··· DATA IN THIS EXERCISE

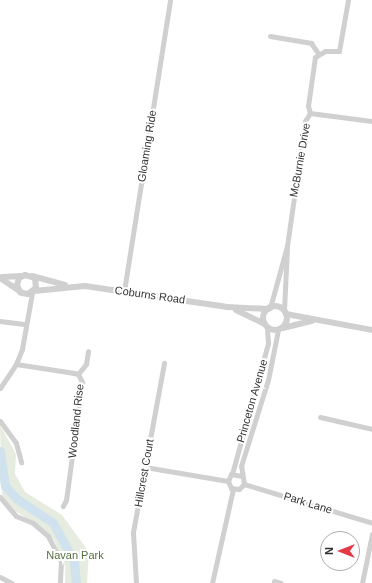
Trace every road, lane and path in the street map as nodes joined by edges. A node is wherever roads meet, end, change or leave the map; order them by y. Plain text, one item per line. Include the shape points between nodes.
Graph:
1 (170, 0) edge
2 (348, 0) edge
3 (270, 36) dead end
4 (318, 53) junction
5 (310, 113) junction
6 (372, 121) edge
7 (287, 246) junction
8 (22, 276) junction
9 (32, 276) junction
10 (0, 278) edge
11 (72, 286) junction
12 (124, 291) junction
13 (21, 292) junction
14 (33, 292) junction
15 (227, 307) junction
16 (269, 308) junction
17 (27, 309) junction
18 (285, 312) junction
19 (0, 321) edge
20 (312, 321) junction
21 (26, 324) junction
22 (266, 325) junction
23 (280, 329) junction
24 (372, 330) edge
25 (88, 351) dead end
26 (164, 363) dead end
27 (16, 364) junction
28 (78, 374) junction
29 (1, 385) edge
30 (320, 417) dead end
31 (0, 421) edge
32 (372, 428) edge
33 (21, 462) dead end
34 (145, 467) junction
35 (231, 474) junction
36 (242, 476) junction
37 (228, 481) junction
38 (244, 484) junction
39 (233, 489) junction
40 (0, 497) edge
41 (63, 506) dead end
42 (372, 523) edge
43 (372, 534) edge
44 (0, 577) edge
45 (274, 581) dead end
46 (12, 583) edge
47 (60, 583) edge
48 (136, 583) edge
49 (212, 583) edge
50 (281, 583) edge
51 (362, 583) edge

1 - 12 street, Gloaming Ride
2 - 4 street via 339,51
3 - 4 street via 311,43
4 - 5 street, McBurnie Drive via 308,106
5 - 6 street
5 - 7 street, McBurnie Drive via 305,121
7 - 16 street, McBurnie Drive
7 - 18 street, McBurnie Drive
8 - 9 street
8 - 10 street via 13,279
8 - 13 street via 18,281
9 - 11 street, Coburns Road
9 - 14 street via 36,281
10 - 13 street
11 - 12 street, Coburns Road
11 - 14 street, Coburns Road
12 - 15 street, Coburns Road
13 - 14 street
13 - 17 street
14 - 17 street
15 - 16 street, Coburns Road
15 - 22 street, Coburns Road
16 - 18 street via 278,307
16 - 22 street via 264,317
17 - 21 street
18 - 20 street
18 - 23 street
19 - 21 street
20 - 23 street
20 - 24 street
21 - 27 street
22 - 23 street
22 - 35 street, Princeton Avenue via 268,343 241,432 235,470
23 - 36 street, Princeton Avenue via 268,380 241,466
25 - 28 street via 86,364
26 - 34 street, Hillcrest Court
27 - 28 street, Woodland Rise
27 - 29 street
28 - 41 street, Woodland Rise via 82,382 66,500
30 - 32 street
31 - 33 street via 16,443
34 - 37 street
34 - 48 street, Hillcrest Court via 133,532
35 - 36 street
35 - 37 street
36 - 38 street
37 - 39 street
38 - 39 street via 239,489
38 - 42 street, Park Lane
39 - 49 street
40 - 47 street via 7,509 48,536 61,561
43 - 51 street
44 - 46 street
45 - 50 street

······

**WORK REQUIRED:**
Respond with only the number of lines above that include the string "Princeton".

**EXERCISE RESULT:**
2